WHAT THIS TASK INVOLVES » Report every line of the records below that contains the word "down".

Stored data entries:
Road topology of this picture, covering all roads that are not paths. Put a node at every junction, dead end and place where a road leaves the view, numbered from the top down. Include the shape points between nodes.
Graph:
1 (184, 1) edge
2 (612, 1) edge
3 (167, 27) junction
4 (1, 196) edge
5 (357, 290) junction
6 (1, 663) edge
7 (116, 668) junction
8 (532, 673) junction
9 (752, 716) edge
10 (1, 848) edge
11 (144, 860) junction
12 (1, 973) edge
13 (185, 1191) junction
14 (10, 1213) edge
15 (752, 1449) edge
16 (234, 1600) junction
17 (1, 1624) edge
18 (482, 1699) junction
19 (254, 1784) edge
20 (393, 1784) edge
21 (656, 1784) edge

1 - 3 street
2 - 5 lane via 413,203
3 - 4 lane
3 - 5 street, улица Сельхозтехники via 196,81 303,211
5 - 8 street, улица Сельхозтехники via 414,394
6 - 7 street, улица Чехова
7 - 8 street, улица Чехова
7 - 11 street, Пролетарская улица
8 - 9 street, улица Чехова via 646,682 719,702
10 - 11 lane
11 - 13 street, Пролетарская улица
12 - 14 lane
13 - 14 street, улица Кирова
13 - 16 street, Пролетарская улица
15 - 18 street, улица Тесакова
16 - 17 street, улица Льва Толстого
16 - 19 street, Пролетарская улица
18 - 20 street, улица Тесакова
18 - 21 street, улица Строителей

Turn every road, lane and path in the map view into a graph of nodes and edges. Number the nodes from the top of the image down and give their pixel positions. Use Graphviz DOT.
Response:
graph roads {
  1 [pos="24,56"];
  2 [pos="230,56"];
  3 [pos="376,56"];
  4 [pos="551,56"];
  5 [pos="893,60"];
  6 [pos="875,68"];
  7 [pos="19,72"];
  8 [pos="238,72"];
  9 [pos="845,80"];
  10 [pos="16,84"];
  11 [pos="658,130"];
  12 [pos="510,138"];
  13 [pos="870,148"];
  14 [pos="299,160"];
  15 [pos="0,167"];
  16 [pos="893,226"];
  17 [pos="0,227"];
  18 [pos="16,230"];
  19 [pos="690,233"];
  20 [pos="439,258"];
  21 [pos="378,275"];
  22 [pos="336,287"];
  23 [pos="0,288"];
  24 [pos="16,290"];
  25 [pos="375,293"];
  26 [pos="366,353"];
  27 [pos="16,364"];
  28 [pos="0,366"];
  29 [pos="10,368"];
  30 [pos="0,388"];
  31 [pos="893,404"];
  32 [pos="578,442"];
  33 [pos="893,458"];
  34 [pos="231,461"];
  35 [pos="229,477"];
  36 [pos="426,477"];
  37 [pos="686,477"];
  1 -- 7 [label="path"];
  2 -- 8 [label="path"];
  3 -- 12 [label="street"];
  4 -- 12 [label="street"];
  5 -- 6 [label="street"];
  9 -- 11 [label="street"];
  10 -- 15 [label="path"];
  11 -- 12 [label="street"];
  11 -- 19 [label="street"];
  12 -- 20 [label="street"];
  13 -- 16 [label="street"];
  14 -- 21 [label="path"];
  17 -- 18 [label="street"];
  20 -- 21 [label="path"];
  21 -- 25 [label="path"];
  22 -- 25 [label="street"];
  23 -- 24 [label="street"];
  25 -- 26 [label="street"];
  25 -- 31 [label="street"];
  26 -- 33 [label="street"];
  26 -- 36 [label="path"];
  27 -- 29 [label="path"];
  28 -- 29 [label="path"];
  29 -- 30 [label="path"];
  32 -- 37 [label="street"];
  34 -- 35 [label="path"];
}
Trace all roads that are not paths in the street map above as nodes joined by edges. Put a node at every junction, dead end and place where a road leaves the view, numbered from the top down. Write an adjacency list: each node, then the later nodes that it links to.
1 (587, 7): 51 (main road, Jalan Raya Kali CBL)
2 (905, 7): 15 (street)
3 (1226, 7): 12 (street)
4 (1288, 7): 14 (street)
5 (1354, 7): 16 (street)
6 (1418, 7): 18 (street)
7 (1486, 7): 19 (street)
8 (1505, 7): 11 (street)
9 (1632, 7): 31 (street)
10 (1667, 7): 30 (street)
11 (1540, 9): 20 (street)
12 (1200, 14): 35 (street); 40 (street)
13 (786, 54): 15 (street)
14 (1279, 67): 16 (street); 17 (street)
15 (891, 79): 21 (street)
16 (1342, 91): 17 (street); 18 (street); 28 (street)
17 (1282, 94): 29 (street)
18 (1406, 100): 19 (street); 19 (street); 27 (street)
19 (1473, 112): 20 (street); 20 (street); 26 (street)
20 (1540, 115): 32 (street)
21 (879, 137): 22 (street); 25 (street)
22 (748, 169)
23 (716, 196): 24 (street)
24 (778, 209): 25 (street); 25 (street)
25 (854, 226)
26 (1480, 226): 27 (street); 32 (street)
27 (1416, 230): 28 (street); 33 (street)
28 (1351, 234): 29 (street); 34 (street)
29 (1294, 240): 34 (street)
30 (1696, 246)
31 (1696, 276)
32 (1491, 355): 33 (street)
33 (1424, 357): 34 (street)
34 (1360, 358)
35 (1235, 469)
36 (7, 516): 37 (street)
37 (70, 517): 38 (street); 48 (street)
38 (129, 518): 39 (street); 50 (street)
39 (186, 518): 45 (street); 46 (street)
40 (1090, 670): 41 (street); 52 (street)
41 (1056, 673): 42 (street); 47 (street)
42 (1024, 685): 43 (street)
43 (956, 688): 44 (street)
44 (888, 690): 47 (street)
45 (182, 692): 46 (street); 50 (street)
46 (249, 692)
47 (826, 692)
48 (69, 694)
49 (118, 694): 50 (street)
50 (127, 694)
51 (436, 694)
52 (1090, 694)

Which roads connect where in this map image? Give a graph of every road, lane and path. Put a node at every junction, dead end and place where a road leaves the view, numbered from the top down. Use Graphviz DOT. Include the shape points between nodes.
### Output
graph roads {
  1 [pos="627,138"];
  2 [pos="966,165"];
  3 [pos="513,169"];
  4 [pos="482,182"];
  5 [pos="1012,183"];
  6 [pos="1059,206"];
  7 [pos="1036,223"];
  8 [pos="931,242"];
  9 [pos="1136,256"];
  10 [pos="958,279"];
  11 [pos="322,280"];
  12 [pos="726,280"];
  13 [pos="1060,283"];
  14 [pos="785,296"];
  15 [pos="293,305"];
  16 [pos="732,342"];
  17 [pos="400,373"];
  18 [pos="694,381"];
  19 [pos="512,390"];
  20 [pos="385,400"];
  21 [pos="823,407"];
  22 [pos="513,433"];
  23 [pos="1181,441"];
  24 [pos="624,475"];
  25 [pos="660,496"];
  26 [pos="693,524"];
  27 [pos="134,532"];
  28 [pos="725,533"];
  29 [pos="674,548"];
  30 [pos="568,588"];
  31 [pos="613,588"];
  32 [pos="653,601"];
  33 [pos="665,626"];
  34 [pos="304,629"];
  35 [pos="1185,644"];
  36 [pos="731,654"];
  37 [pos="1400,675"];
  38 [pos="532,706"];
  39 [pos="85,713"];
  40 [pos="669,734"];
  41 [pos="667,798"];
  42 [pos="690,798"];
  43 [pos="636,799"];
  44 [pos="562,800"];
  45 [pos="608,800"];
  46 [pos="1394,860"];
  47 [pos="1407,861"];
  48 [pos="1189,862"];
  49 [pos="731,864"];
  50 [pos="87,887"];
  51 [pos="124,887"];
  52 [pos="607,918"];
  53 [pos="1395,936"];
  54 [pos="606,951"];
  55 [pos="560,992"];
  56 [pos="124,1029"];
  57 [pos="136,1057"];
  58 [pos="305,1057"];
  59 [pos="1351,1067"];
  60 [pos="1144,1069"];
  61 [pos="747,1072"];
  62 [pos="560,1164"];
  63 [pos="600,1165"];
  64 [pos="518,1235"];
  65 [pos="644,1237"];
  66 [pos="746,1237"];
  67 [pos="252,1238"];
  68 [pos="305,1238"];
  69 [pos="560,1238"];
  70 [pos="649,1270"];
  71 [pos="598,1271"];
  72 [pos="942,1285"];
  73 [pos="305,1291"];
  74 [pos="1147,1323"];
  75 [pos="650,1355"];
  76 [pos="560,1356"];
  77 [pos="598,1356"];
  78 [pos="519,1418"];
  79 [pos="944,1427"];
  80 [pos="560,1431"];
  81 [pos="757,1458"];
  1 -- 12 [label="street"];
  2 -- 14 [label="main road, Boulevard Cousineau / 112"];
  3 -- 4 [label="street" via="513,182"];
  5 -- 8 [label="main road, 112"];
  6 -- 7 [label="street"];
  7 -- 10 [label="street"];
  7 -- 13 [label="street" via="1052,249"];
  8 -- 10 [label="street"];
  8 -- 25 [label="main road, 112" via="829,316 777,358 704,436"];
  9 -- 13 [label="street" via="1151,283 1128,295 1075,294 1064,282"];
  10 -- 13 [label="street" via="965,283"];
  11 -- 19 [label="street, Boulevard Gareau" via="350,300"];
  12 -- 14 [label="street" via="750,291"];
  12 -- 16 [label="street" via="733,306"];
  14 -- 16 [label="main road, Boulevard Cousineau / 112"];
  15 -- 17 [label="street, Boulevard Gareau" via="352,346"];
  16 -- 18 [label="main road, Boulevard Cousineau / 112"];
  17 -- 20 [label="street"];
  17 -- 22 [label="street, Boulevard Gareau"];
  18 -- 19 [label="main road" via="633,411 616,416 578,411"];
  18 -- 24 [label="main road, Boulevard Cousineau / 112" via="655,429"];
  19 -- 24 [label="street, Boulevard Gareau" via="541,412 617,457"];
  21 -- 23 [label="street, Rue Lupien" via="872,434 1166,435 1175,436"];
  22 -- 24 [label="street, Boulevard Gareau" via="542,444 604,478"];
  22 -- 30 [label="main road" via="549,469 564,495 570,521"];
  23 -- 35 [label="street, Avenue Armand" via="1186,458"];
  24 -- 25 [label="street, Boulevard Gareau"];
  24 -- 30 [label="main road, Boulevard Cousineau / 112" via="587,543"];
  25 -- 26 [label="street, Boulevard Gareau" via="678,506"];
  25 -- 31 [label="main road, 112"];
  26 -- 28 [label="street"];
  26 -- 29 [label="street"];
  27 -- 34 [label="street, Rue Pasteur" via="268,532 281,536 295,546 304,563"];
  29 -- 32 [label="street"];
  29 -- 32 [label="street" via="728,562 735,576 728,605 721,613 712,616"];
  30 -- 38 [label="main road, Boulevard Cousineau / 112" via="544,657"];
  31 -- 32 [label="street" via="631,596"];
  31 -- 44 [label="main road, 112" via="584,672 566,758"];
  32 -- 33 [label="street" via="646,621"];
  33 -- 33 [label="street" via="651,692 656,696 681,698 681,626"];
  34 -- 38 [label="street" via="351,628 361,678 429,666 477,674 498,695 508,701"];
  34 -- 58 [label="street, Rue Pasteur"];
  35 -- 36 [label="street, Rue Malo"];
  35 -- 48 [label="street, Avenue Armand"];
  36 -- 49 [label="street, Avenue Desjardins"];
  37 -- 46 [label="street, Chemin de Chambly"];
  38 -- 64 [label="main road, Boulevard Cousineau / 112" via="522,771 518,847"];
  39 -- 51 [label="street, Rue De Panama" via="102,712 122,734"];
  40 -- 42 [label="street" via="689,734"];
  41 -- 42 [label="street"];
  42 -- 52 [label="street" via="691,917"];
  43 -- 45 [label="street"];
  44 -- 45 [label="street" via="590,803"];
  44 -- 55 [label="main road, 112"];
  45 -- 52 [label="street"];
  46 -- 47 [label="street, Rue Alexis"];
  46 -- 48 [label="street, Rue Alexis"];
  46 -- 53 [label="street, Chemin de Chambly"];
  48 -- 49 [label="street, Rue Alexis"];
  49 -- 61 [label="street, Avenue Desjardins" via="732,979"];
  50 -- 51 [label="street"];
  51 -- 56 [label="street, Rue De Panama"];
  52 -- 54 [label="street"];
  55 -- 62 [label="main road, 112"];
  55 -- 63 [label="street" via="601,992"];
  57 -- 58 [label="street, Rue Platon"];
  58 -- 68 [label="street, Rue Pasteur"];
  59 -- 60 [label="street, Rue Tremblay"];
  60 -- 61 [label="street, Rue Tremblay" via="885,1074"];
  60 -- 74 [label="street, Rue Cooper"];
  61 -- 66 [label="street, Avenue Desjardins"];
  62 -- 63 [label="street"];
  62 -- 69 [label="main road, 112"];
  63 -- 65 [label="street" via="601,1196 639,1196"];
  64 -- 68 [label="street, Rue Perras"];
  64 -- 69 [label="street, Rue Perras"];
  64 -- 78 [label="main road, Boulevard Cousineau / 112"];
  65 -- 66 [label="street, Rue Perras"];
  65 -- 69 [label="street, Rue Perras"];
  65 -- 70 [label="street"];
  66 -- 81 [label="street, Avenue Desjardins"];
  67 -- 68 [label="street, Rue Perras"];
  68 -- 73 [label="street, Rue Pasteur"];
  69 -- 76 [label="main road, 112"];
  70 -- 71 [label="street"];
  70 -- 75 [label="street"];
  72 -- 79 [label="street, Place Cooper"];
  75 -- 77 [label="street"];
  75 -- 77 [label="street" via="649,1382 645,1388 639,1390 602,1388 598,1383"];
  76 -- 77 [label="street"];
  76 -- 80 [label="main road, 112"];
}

TASK RESULT »
Road topology of this picture, covering all roads that are not paths. Put a node at every junction, dead end and place where a road leaves the view, numbered from the top down. Include the shape points between nodes.
Turn every road, lane and path in the map view into a graph of nodes and edges. Number the nodes from the top of the image down and give their pixel positions. Use Graphviz DOT.
Trace all roads that are not paths in the street map above as nodes joined by edges. Put a node at every junction, dead end and place where a road leaves the view, numbered from the top down. Write an adjacency list: each node, then the later nodes that it links to.
Which roads connect where in this map image? Give a graph of every road, lane and path. Put a node at every junction, dead end and place where a road leaves the view, numbered from the top down. Use Graphviz DOT. Include the shape points between nodes.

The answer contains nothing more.